Archive for September, 2007

12 Books on Crowdsourcing & Open Innovation - Part 1

Best Books on Crowdsourcing - Open Innovation - Long Tail

Although blogs and online journals are much faster to report on the latest developments, books can provide an interesting synthesis of overall trends and visionary insights. As some books on the subject definitely qualify as must reads, I’ve put together a list of the 12 most compelling books about crowdsourcing and open innovation.
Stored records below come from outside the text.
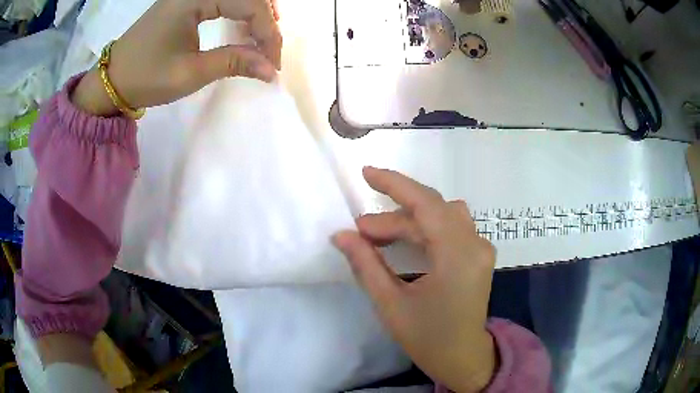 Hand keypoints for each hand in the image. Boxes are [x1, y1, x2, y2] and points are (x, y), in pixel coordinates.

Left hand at [72, 0, 281, 115]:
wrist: (112, 80)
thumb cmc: (145, 78)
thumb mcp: (190, 73)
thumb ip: (233, 62)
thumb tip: (270, 68)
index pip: (249, 3)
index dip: (268, 32)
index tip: (273, 63)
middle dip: (266, 21)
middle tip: (270, 52)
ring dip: (255, 14)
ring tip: (262, 40)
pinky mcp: (186, 0)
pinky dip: (239, 12)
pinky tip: (243, 28)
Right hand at [333, 167, 496, 391]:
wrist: (463, 358)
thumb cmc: (427, 338)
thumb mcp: (390, 304)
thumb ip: (365, 265)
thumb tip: (341, 235)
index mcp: (458, 256)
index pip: (426, 204)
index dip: (395, 184)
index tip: (366, 173)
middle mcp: (475, 244)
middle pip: (432, 211)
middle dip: (393, 216)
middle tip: (360, 231)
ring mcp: (480, 248)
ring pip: (441, 216)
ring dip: (409, 220)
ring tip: (377, 236)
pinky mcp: (478, 254)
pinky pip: (450, 228)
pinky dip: (424, 229)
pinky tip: (404, 242)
  1. Outside Innovation: How Your Customers Will Co-Design Your Company’s Future
    - by Patricia B. Seybold
    In Outside Innovation, bestselling author Seybold taps her close relationship with dozens of high–innovation companies to reveal the untold strategy behind the trendsetters and the next HUGE leap forward in customer strategy. Seybold shows that companies that are dominating their category and staying ahead of the pack are collaborating at every level of their business with their customers.
  2. Motivation in Open Innovation
    - by Robert Motzek
    Robert Motzek’s study investigates the motivational profiles of user innovators from a manufacturer’s point of view, focusing on lead users and tool kit users. The insightful analysis is supported by two exploratory case studies of Spreadshirt and Threadless.
  3. Open Innovation: The New Imperative for Creating and Profiting from Technology
    -by Henry Chesbrough
    A new paradigm for managing corporate research and bringing new technologies to market. Chesbrough’s sophisticated but highly readable discussion of these complex issues will give managers much food for thought.
  4. The Long Tail: Why the Future of Business is Selling Less of More
    - by Chris Anderson
    In The Long Tail, Chris Anderson offers a visionary look at the future of business and common culture. The long-tail phenomenon, he argues, will “re-shape our understanding of what people actually want to watch” (or read, etc.).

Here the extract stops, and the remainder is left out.